A quebra da facultatividade foi um dos pontos que fundamentaram a Ação Direta de Inconstitucionalidade (ADI) movida em 2016 contra a adesão automática implementada pela Funpresp (ADI 5.502). O Supremo Tribunal Federal (STF) ainda não julgou a questão e não há sinais de que vá avaliá-la tão cedo. Na ação, questionava-se também o fato de que a Consolidação das Leis do Trabalho (CLT) impedir que empresas façam descontos no salário dos seus funcionários sem a autorização expressa destes.
Paiva, do Pinheiro Neto Advogados, considera este último argumento frágil do ponto de vista jurídico, uma vez que a CLT não é aplicável à previdência complementar. Isso porque a relação entre participantes e os fundos de pensão não é regida pela CLT – esta disciplina a relação entre empregados e empregadores. A advogada lembra que o próprio Superior Tribunal de Justiça (STJ) também já tem jurisprudência consolidada a respeito da previdência complementar, que não integra o contrato de trabalho.Ainda que questionada na ADI, a adesão automática dos servidores públicos federais é aceita sob o argumento de que é autorizada por lei (Lei 13.183/15, que alterou a Lei 12.618/12). Para Fábio Junqueira, sócio do JCM Advogados, esse argumento não faz sentido, pois, se a facultatividade é um princípio, e esse princípio sairia arranhado pela adesão automática, esta não deveria valer nem para aos servidores públicos federais. Ele lembra ainda que a matéria seria competência de uma lei complementar (LC 109/01). A lei é omissa com relação à forma de adesão ao plano: ela apenas reforça a facultatividade. “Vale revisitar essa questão”, considera Junqueira.
A SP-Prevcom, fundação que administra os planos dos servidores do Estado de São Paulo e de outros estados e municípios, conseguiu implementar a adesão automática em alguns, mas não em São Paulo. Neste, o mecanismo foi previsto pela Lei Estadual 16.675/18, mas o Ministério Público ajuizou uma ADI no Tribunal de Justiça de São Paulo que considerou inconstitucional o mecanismo. Já em outros estados e municípios, o mecanismo foi implementado.
Outras fundações voltadas a funcionários municipais, como a CuritibaPrev, também preveem adesão compulsória com período de 90 dias para o servidor manifestar o seu desejo de retirada. O mesmo vale para funcionários do município de Guarulhos (SP), que previu a adesão automática em lei específica.

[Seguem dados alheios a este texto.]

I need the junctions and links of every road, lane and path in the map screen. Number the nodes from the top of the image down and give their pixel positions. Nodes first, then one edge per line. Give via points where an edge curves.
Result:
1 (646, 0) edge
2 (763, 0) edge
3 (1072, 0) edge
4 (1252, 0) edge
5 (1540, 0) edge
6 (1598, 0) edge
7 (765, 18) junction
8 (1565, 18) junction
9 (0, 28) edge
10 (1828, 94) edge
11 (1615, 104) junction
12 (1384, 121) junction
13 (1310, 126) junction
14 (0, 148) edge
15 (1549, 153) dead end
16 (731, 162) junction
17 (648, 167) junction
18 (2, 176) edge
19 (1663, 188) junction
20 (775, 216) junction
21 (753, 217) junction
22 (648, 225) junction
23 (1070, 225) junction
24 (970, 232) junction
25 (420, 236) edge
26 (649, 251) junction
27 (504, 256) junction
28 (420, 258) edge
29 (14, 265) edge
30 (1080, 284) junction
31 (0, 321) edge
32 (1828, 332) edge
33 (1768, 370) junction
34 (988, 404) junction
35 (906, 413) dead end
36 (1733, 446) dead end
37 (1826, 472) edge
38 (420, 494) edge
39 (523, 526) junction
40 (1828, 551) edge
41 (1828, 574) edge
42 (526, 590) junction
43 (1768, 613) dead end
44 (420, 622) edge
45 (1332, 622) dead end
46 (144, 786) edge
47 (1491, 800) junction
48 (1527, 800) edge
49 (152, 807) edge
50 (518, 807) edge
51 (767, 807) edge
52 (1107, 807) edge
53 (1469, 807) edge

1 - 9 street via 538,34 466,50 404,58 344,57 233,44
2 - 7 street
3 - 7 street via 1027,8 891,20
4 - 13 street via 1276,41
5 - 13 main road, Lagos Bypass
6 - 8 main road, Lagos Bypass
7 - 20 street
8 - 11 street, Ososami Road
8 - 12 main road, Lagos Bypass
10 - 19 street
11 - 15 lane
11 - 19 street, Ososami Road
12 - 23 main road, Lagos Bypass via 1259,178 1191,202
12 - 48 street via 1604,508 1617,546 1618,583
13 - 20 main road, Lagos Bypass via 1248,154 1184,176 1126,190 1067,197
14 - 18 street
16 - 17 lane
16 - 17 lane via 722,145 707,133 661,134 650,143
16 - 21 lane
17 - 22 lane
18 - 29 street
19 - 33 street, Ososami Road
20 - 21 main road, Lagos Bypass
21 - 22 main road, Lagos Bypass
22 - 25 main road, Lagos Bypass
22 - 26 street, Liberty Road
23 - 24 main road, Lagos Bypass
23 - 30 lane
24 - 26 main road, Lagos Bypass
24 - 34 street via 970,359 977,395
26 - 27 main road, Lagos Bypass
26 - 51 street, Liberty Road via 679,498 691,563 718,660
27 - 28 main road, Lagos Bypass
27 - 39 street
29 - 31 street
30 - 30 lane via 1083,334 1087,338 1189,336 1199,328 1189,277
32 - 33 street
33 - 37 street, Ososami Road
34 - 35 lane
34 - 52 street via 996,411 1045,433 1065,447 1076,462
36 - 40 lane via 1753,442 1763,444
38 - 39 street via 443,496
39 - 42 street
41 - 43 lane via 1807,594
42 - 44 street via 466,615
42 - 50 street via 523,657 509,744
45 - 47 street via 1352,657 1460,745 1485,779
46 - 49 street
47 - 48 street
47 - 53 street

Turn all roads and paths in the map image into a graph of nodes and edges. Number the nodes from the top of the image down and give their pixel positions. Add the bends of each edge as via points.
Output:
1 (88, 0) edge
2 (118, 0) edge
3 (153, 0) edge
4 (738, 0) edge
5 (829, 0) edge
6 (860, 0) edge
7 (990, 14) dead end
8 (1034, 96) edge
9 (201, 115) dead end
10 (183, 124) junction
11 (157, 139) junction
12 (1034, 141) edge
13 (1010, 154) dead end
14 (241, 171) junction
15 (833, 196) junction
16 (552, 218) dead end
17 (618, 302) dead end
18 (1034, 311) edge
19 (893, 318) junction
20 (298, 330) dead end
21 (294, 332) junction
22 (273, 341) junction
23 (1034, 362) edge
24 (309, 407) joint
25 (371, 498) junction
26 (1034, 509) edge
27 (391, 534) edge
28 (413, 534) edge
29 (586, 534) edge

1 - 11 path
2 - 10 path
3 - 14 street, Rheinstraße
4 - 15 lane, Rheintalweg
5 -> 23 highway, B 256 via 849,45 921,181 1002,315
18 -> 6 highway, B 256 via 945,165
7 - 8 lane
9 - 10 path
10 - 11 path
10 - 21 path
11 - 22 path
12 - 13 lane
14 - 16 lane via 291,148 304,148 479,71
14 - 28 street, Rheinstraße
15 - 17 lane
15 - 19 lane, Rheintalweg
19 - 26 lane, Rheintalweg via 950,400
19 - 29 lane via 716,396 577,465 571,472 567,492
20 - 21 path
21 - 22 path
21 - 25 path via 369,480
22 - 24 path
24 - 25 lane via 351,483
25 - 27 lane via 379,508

Uma das saídas para desatar o nó jurídico seria por meio de uma emenda constitucional que reformulasse a questão da facultatividade. Outras soluções mais simples, diz Rodrigues, seriam por meio da edição de lei ordinária ou por meio da alteração nas Leis Complementares 108/01 e 109/01. Já houve projetos de lei que tentaram introduzir a adesão automática (PLP 286/16 e PLP 413/17), mas eles foram arquivados. Rodrigues considera que não seria possível instituir o mecanismo por meio de norma do Conselho Nacional de Previdência Complementar (CNPC) e tampouco pelo regulamento dos fundos.
Todo esse imbróglio jurídico desaguou na desigual situação de hoje: enquanto a adesão automática existe para alguns servidores públicos, todos os fundos de pensão patrocinados por empresas privadas não podem contar com o mecanismo. O resultado é a maior dificuldade destes últimos para obter a adesão dos funcionários, mesmo com todos os trabalhos de educação financeira. No plano pessoal, isso significa que muitos desses funcionários terão uma aposentadoria mais modesta. Numa esfera ampliada, a menor formação de poupança de longo prazo tem impactos negativos sobre o mercado de capitais e a própria atividade econômica.